WHAT YOU ARE ASKED TO DO: Scan the entries below and report only how many lines contain "GRAVELEY".

Stored data
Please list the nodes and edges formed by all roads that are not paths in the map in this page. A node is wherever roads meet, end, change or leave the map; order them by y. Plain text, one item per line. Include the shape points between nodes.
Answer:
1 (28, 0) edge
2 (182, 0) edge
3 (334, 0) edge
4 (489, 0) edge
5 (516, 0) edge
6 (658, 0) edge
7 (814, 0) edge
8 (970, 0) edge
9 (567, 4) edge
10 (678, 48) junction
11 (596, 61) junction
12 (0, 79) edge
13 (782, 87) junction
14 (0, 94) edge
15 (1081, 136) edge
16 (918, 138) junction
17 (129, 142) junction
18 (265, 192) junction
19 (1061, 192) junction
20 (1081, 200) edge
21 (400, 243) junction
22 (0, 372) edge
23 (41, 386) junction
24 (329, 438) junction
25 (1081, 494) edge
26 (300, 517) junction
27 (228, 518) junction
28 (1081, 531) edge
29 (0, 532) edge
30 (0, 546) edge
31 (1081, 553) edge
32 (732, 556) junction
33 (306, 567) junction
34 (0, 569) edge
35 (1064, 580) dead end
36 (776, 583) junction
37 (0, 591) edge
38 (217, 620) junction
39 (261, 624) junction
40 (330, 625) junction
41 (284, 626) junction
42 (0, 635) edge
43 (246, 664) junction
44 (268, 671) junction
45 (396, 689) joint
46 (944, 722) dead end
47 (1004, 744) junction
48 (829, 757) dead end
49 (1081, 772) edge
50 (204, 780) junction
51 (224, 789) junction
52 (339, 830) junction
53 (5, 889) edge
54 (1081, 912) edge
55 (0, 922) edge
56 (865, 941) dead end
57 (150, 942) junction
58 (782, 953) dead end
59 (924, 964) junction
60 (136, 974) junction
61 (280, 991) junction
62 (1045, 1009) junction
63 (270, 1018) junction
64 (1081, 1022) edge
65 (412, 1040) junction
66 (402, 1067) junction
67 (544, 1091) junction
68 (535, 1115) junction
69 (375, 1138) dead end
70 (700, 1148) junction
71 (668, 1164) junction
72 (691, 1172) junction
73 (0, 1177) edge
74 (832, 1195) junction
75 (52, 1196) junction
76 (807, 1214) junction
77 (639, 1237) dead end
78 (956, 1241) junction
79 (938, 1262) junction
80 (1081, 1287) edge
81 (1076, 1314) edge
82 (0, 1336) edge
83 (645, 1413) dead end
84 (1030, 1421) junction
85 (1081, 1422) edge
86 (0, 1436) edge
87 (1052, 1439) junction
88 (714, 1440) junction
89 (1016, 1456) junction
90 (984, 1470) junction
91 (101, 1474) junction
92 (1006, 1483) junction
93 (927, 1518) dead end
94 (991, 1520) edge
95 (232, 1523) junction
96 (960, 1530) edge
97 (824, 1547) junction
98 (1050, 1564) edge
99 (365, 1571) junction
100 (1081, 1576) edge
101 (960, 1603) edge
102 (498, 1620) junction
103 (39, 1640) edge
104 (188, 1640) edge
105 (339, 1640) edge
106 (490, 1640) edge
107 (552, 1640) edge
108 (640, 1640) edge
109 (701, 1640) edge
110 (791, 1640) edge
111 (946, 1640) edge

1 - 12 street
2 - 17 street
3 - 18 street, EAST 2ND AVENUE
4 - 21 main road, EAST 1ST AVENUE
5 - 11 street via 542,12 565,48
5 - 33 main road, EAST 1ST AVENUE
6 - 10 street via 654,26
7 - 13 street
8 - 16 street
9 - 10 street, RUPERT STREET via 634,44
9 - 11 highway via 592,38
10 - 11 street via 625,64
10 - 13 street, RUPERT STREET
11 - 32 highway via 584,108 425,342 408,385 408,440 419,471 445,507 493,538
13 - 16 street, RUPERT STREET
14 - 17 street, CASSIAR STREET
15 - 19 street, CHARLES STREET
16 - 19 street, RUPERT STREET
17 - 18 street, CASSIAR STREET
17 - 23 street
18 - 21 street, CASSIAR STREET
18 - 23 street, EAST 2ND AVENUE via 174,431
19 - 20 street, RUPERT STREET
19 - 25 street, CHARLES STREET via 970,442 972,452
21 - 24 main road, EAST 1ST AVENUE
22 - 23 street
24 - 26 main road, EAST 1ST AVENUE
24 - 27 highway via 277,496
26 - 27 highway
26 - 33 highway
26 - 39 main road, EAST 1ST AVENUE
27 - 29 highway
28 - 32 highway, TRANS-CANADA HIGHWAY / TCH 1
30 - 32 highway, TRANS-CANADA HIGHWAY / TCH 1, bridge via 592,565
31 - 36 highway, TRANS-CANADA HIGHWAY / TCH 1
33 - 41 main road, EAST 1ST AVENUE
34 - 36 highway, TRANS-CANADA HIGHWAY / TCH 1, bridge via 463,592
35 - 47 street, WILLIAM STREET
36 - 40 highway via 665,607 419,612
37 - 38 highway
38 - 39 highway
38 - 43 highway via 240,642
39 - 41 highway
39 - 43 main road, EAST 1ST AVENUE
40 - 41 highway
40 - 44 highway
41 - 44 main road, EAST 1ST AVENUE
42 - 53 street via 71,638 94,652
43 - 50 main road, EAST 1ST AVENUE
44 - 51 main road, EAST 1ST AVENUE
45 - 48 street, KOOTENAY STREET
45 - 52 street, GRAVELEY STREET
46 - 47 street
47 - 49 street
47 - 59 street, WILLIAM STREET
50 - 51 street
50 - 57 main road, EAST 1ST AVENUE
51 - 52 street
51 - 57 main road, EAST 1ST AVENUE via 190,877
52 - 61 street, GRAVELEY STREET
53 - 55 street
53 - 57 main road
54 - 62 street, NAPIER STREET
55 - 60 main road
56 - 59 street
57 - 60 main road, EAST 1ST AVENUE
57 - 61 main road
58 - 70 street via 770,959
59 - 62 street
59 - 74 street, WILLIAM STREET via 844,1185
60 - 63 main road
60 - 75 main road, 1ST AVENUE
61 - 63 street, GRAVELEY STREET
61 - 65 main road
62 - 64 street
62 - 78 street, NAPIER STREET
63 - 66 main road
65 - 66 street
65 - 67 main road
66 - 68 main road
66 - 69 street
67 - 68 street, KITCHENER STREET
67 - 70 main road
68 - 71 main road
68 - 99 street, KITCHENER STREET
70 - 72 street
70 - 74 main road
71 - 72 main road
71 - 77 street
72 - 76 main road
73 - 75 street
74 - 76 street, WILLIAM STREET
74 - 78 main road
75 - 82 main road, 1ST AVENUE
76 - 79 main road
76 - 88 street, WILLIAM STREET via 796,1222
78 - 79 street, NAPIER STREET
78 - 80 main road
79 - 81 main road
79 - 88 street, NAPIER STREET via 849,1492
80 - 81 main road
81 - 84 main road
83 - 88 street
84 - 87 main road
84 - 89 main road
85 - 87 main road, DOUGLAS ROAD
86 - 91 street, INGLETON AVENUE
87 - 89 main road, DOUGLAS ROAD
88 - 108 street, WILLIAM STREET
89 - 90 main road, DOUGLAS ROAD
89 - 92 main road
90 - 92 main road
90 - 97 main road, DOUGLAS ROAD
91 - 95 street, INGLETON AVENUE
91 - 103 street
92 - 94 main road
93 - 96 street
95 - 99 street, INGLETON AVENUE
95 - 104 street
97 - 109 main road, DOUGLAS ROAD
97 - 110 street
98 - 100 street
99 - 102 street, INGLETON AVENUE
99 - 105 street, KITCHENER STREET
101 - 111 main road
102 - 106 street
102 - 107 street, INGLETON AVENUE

COMPLETED TASK: 3